Lind sat awake on the couch. He hadn’t slept. Hadn’t closed his eyes. Thing was, he barely felt tired.
He kept replaying the Las Vegas assignment in his head. The whole disastrous day. He kept seeing the target, his face, his wide eyes. Heard his desperate voice and his panicked gasps for air. Saw the gun pressed to the target’s temple. Then . . . nothing.
Something had happened in that Bellagio suite. It was like he’d come out of the blackness for a moment—like, even through the panic, things were suddenly clear. Now, though, Lind couldn’t remember. It was like chasing a dream. Every time he thought about what had happened in that suite, the truth seemed to slip further and further away.
He remembered breaking into the target’s room. Remembered standing in the shadows and waiting. Remembered walking out of the casino afterward, dumping the gun in the lake. Anything in between, though, and his head hurt.

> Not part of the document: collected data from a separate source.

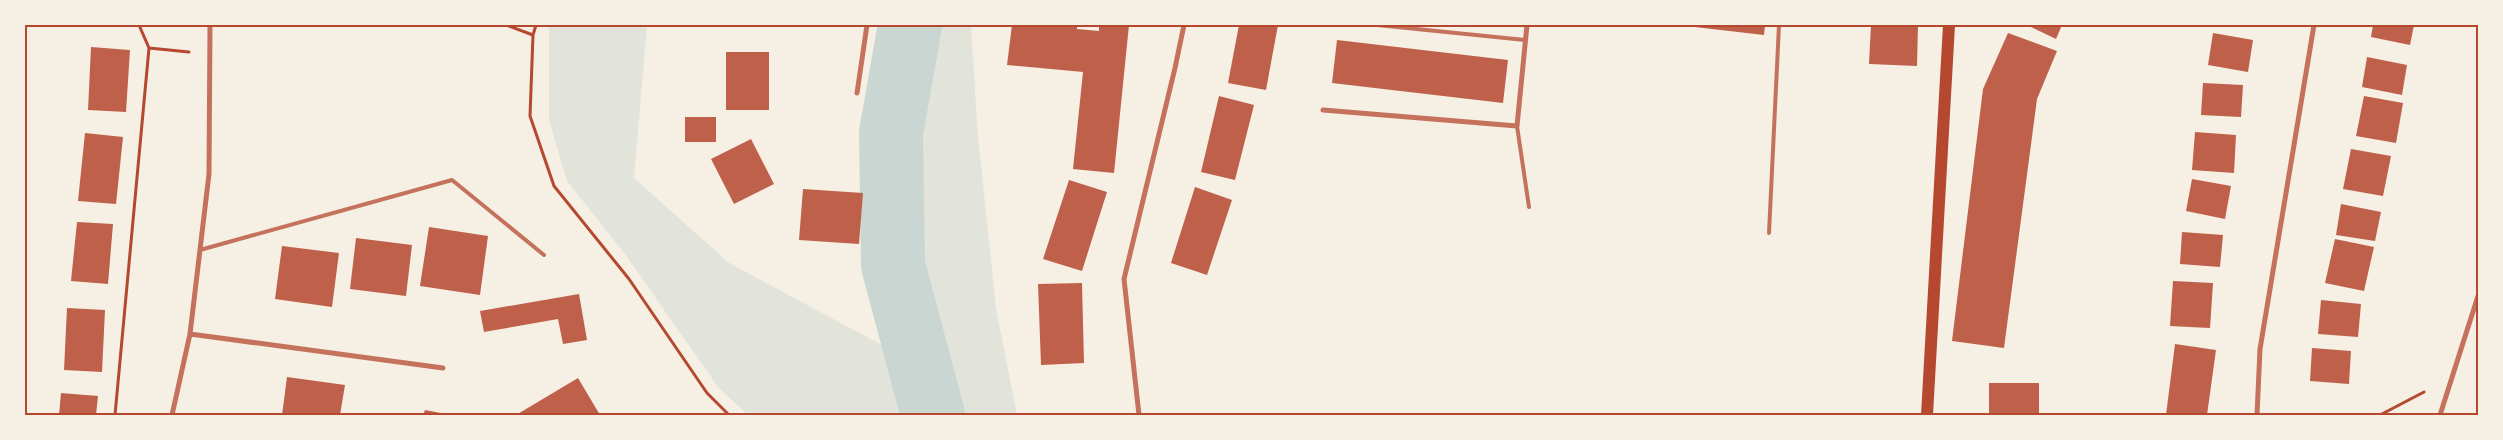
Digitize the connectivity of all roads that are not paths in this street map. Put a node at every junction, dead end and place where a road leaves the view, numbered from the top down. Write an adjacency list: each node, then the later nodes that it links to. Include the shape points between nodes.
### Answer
1 (210, 25): 15 (street, via 209,174)
2 (867, 25): 10 (street)
3 (1184, 25): 21 (street, via 1124,279)
4 (1376, 25): 9 (lane)
5 (1527, 25): 9 (street)
6 (1779, 25): 14 (lane)
7 (1948, 25): 22 (main road)
8 (2314, 25): 23 (street, via 2260,349)
9 (1525, 40): 12 (street)
10 (857, 93)
11 (1323, 110): 12 (street)
12 (1517, 126): 13 (lane)
13 (1529, 207)
14 (1769, 233)
15 (200, 250): 16 (lane, via 452,180); 18 (street)
16 (544, 255)
17 (2478, 296): 24 (street)
18 (190, 334): 19 (street); 20 (street)
19 (443, 368)
20 (172, 415)
21 (1140, 415)
22 (1927, 415)
23 (2257, 415)
24 (2440, 415)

He couldn’t think for too long or he’d feel like he wanted to jump out a window.
The man had called him again, after he’d arrived home. Given new instructions. “Don’t leave the apartment,” he’d said. “Don’t talk to anyone. Wait for my orders.”
Something was wrong. Lind knew it somewhere deep inside. It had come to the surface during that botched assignment, a sick realization that he’d done terrible things. That he did them because the man told him he had to.
That was why he’d walked away. Because, beneath the panic and the awful fear, he’d recognized for a moment that something wasn’t right. He’d failed the man. He hadn’t completed the assignment. But the assignment was wrong. He’d known it, briefly.
Caity Sherman’s phone number sat on his coffee table. Lind had been staring at it all morning. There was something about her that felt different from the man and the assignment and the visions. There was something that made him realize he was wrong.
Except he couldn’t think, not clearly. Every time he tried to think about Caity Sherman he felt the panic start to rise in him again. Felt his head start to pound like there was a demon inside. He couldn’t think about Caity, and he couldn’t think about Las Vegas. He couldn’t think about anything for long.
Lind shook his head. He picked up Caity’s phone number and walked to his phone. Pushed the panic as far down as he could and dialed the number. Waited as the phone rang. Then she picked up. “Hello?”
The blackness lurched up inside him again. Overwhelming. Lind reeled and steadied himself on his kitchen counter. Tried to keep his eyes open. Caity cleared her throat. “Hello? Who is this?”
Lind gritted his teeth. “I did something,” he told her. “Something bad.”